%%

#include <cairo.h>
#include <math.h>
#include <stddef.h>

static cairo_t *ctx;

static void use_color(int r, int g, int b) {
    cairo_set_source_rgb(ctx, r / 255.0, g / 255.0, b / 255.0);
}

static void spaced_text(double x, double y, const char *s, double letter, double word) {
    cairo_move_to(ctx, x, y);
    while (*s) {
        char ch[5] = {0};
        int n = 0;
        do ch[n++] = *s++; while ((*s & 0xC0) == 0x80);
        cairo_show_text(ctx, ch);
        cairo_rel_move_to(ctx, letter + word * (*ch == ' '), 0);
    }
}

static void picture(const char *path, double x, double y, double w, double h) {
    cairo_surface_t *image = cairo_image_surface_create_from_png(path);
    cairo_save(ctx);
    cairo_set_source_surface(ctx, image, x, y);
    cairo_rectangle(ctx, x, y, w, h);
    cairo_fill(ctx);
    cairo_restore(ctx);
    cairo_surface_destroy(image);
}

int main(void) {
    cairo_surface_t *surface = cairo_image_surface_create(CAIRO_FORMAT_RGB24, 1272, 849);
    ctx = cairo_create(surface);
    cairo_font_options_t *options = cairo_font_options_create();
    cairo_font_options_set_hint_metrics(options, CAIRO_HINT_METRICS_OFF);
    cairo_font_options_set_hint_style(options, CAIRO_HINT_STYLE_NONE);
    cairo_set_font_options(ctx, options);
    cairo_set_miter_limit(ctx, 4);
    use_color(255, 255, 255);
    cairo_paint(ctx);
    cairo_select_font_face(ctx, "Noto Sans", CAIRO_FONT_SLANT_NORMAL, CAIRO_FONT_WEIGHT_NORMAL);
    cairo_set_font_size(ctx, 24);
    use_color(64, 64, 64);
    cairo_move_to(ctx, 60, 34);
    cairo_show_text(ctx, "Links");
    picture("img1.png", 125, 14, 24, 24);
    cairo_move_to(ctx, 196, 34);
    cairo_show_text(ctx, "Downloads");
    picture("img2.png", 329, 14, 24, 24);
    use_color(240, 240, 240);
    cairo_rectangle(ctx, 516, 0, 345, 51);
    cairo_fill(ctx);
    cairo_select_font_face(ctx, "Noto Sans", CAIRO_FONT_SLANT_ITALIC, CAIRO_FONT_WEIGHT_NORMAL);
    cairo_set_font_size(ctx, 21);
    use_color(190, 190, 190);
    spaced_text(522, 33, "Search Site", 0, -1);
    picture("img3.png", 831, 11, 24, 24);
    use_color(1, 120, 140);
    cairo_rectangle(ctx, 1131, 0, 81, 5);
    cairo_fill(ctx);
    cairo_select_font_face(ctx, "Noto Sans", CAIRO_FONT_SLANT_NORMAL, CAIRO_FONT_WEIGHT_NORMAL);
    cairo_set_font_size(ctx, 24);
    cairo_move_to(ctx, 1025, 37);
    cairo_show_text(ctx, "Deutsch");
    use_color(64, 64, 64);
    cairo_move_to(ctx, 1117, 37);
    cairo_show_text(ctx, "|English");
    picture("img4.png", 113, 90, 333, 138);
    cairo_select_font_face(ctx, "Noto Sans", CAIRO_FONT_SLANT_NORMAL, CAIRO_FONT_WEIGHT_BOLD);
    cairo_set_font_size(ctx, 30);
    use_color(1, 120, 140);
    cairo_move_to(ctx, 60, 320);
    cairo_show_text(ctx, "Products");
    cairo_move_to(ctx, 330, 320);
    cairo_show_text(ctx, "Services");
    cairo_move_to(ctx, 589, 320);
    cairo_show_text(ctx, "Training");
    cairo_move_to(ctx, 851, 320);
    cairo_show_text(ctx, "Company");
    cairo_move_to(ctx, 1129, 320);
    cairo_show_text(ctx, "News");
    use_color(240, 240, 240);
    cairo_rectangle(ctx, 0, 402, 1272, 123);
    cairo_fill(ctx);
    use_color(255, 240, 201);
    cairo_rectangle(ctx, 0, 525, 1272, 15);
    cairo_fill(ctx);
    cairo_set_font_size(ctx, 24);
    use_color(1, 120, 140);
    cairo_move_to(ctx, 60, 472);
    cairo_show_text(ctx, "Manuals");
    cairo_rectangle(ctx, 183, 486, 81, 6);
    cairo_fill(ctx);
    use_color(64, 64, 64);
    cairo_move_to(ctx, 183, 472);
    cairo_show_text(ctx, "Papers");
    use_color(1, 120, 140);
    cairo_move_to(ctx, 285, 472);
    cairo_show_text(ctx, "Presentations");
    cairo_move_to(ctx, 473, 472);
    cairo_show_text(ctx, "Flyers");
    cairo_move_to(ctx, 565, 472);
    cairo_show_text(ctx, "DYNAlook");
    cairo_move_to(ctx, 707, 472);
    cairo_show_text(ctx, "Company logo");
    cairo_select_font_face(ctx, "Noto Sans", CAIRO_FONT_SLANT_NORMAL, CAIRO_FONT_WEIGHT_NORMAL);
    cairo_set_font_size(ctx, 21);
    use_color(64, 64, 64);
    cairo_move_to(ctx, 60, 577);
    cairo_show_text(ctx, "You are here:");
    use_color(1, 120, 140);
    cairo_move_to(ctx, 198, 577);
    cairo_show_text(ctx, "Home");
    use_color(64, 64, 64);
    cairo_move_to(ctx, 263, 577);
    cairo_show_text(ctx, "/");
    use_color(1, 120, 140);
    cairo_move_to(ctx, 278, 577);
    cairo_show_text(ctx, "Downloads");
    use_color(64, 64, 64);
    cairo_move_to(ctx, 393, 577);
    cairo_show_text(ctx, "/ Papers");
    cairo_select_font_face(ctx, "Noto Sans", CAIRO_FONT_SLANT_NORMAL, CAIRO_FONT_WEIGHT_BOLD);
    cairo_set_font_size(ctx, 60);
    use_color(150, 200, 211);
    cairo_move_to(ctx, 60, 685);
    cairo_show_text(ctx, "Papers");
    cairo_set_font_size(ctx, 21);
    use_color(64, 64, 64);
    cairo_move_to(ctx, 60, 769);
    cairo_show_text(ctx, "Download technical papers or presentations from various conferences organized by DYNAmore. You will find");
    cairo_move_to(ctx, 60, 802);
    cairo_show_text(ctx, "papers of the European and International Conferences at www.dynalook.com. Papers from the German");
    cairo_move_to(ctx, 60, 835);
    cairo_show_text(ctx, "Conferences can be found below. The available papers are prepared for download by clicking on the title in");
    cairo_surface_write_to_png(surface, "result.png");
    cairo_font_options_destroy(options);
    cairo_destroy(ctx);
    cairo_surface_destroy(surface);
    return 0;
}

%%

## What is expected
Once the line containing "cairo_image_surface_create(CAIRO_FORMAT_RGB24, 1272, 849);" has been set down, nothing more is wanted; set down each line of the listing above up to it exactly, starting with the first.

## Exercise output
#include <cairo.h>
#include <math.h>
#include <stddef.h>

static cairo_t *ctx;

static void use_color(int r, int g, int b) {
    cairo_set_source_rgb(ctx, r / 255.0, g / 255.0, b / 255.0);
}

static void spaced_text(double x, double y, const char *s, double letter, double word) {
    cairo_move_to(ctx, x, y);
    while (*s) {
        char ch[5] = {0};
        int n = 0;
        do ch[n++] = *s++; while ((*s & 0xC0) == 0x80);
        cairo_show_text(ctx, ch);
        cairo_rel_move_to(ctx, letter + word * (*ch == ' '), 0);
    }
}

static void picture(const char *path, double x, double y, double w, double h) {
    cairo_surface_t *image = cairo_image_surface_create_from_png(path);
    cairo_save(ctx);
    cairo_set_source_surface(ctx, image, x, y);
    cairo_rectangle(ctx, x, y, w, h);
    cairo_fill(ctx);
    cairo_restore(ctx);
    cairo_surface_destroy(image);
}

int main(void) {
    cairo_surface_t *surface = cairo_image_surface_create(CAIRO_FORMAT_RGB24, 1272, 849);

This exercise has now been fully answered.